If you have not read our first part of this article, you can read it here .
4. No Knowledge of Technical Analysis
Whether you are a beginner or a seasoned investor, you should have a basic understanding of technical analysis. In this case, the Internet can be your friend. There’s a plethora of resources at the tip of your fingers. Make use of them, read through, study them.
Having said that, technical analysis is not a recipe to hit jackpot in the market. But having a basic knowledge of it will certainly give you an added advantage.
5. Falling Prey to Online Trends
Inexperienced traders depend too much on Bitcoin price and online trading trends while trading Alts.
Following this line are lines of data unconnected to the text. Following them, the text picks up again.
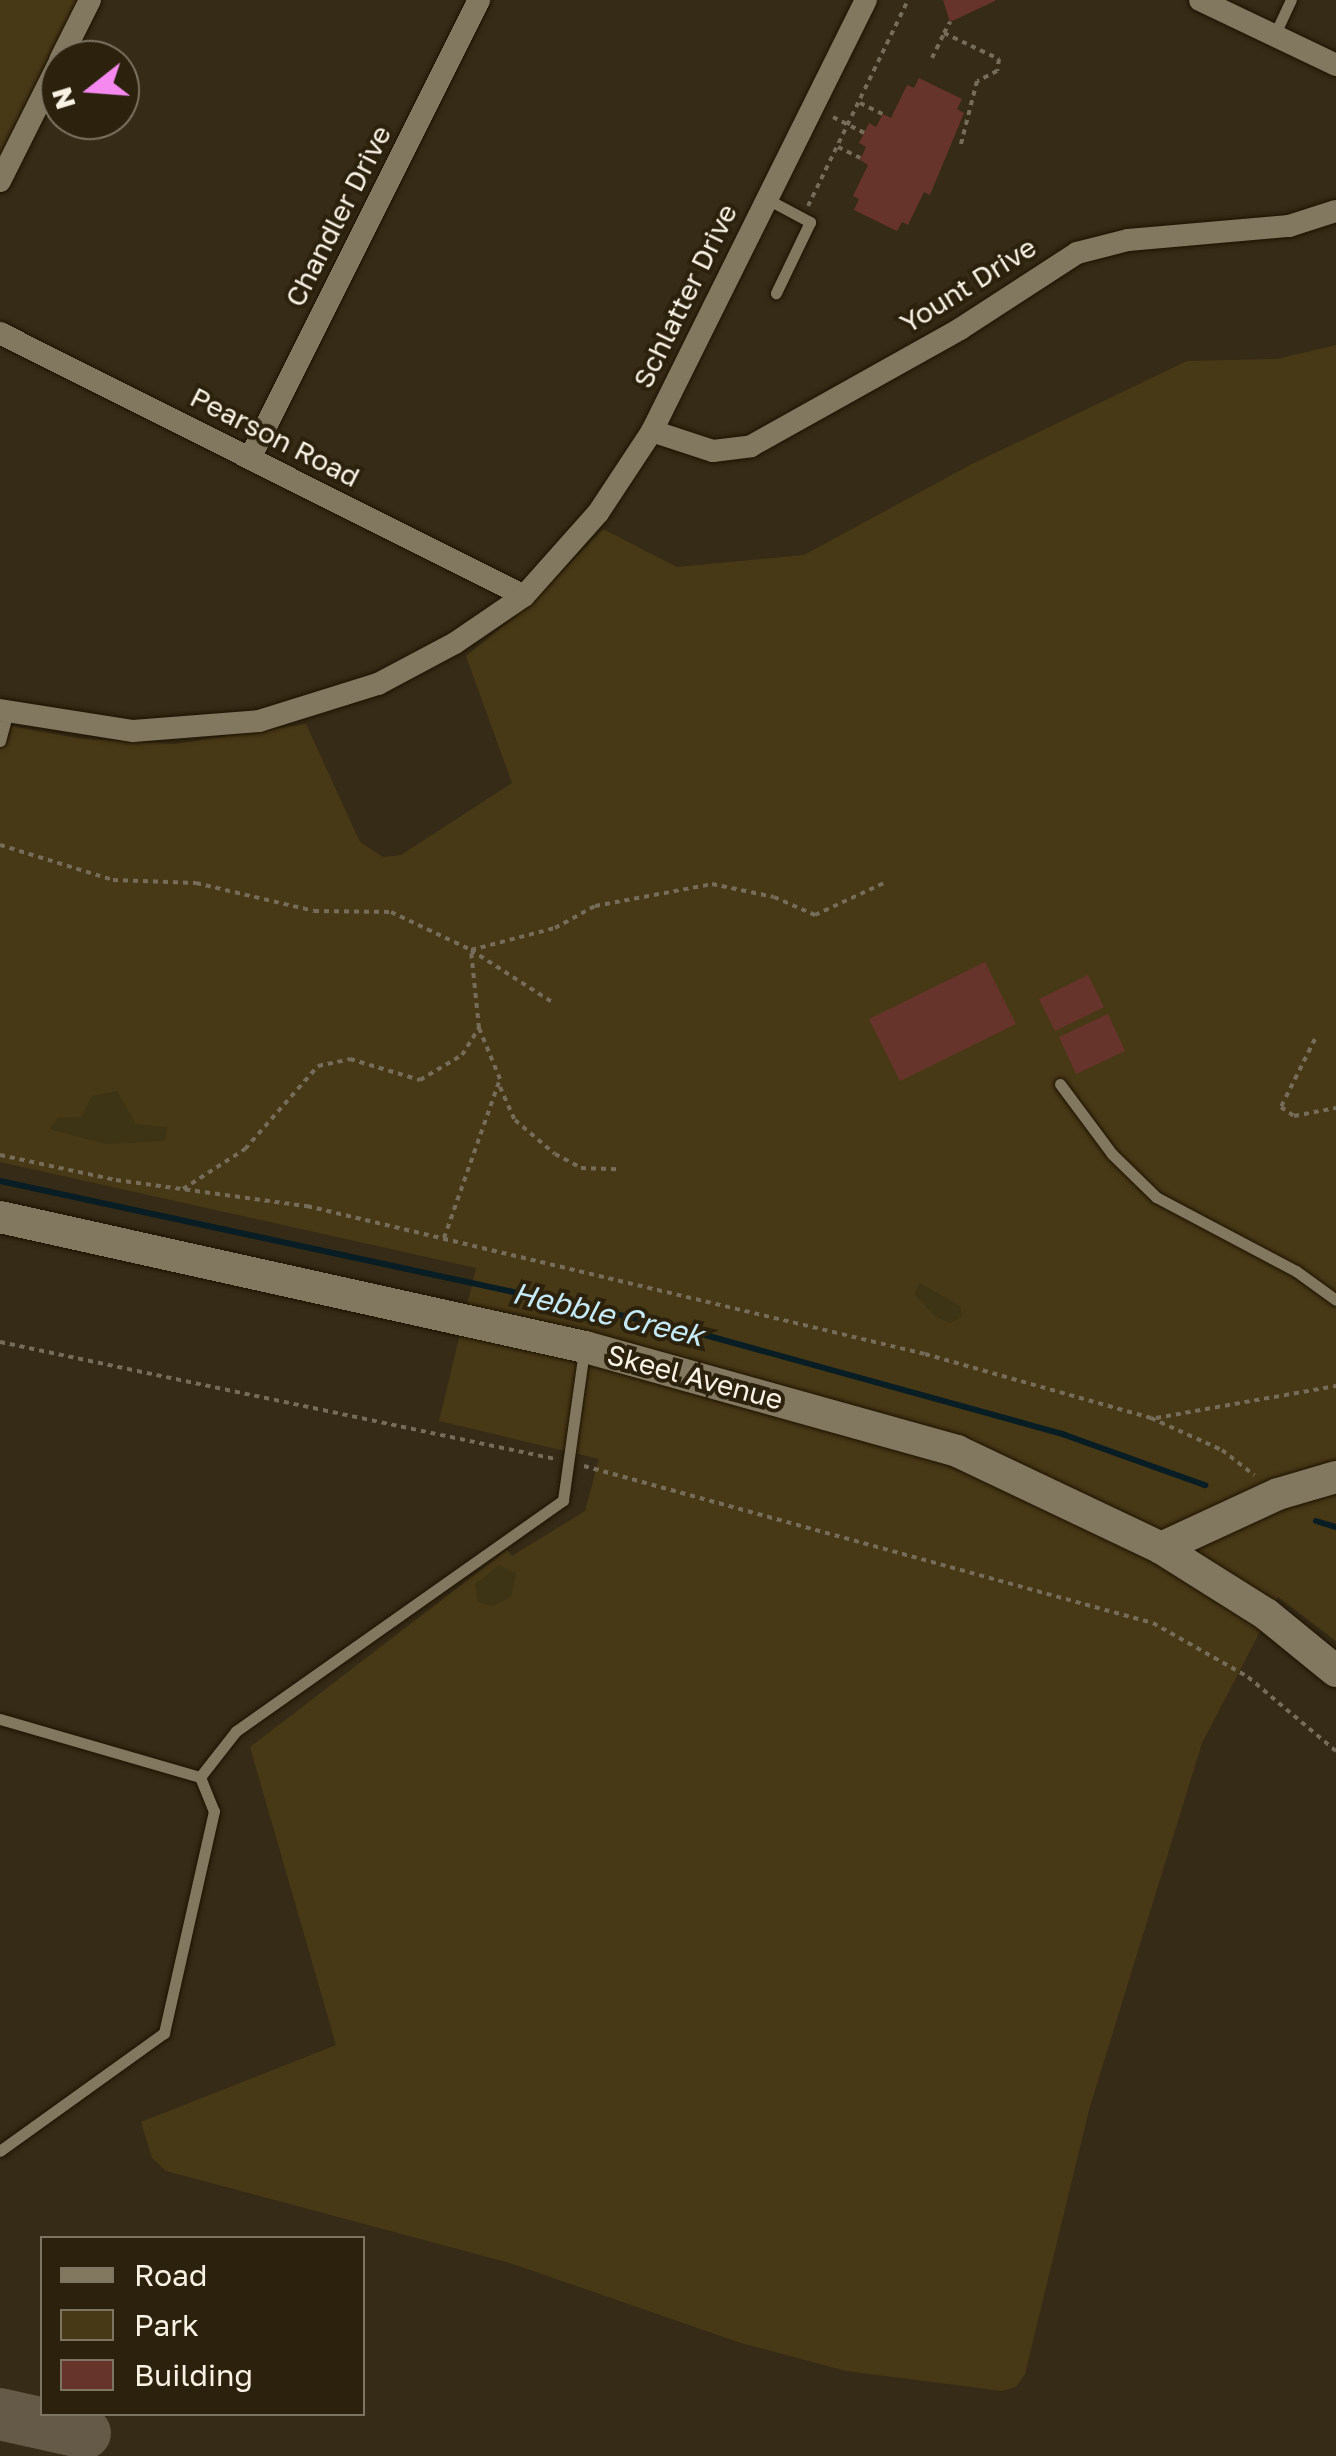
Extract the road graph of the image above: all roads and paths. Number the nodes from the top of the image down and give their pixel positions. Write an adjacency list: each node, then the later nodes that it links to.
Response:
1 (90, 0): 10 (street)
2 (479, 0): 29 (street, Chandler Drive)
3 (866, 0): 15 (street, Schlatter Drive)
4 (908, 0): 14 (path)
5 (1200, 0): 9 (street)
6 (1291, 0): 9 (lane)
7 (950, 22): 8 (path)
8 (944, 33): 11 (path); 19 (path)
9 (1274, 36): 12 (street)
10 (70, 40)
11 (932, 58)
12 (1336, 65)
13 (40, 100): 22 (street)
14 (860, 103): 16 (path); 17 (path)
15 (813, 107): 17 (path); 23 (street, Schlatter Drive)
16 (883, 114)
17 (849, 125): 18 (path); 20 (path)
18 (864, 133)
19 (961, 144)
20 (838, 147): 21 (path); 24 (path)
21 (861, 158)
22 (0, 181)
23 (767, 199): 26 (lane); 28 (street, Schlatter Drive)
24 (808, 206)
25 (1336, 211): 28 (street, Yount Drive)
26 (776, 293)
27 (0, 333): 29 (street, Pearson Road)
28 (652, 431): 30 (street, Schlatter Drive)
29 (250, 458): 30 (street, Pearson Road)
30 (524, 596): 31 (street, Schlatter Drive)
31 (4, 711): 32 (lane)
32 (0, 741)
33 (0, 845): 35 (path)
34 (884, 883): 35 (path)
35 (471, 950): 36 (path); 37 (path)
36 (552, 1002)
37 (479, 1028): 39 (path); 44 (path)
38 (1315, 1039): 41 (path)
39 (499, 1082): 43 (path); 46 (path)
40 (1060, 1084): 47 (lane)
41 (1336, 1108)
42 (0, 1155): 44 (path)
43 (619, 1169)
44 (183, 1189): 46 (path)
45 (0, 1217): 49 (street, Skeel Avenue)
46 (444, 1239): 51 (path)
47 (1336, 1300)
48 (0, 1342): 52 (path)
49 (585, 1347): 52 (lane); 55 (street, Skeel Avenue)
50 (1334, 1385): 51 (path)
51 (1152, 1418): 54 (path)
52 (572, 1462): 58 (path); 59 (lane)
53 (1336, 1476): 54 (street)
54 (1278, 1494): 55 (street)
55 (1161, 1548): 56 (street, Skeel Avenue)
56 (1336, 1671)
57 (0, 1718): 59 (lane)
58 (1336, 1751)
59 (200, 1777): 60 (lane)
60 (0, 2150)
As a result, when the trend changes, they won’t be able to make proper decisions.
One should understand that Bitcoin is the main cryptocurrency and it will not shake for a long time to come. In fact, it has the potential to drive the market cycle. New traders, however, don’t take Bitcoin’s price and trends into account while trading altcoins.
Bitcoin is sure to gain dollar value in an uptrend and since altcoins are largely dependent on Bitcoin, their dollar value will go up as well. However, this doesn’t mean their Satoshi value will also increase. Most of the time, when there is a Bitcoin bull run in the market (like the one in November/December 2017), altcoins will lose value in Satoshi (Google Satoshi if you don’t know what it is). In other words, traders and investors would have made better profits if they had kept their investments in Bitcoin rather than in altcoins.
A similar thing is bound to happen in a downtrend like the current market. When the price of Bitcoin goes down, the price of altcoin will also go down. New traders misjudge this and exit their positions from altcoins to prevent further losses. This, in turn, causes a drop in the price of altcoins.
6. Overtrading
Another major mistake of a newbie trader in the cryptocurrency market is overtrading. In simple terms, overtrading is nothing but Internet gossip plus fear of missing out plus lack of risk management. Needless to say, fear and greed also lead to overtrading.
Most new traders are overly excited and jump in and out of their positions too soon too quickly, suffer losses, and fail to keep track of their moves — all in an effort to make quick money. To state the obvious, overtrading drains all your assets very soon. Should you ever find yourself in such a scenario, take a step back, take a breath, take a break and analyse the situation to the best of your capability.
Don’t trade randomly, else you will end up overtrading. Remember the above-mentioned strategies and reset your goals.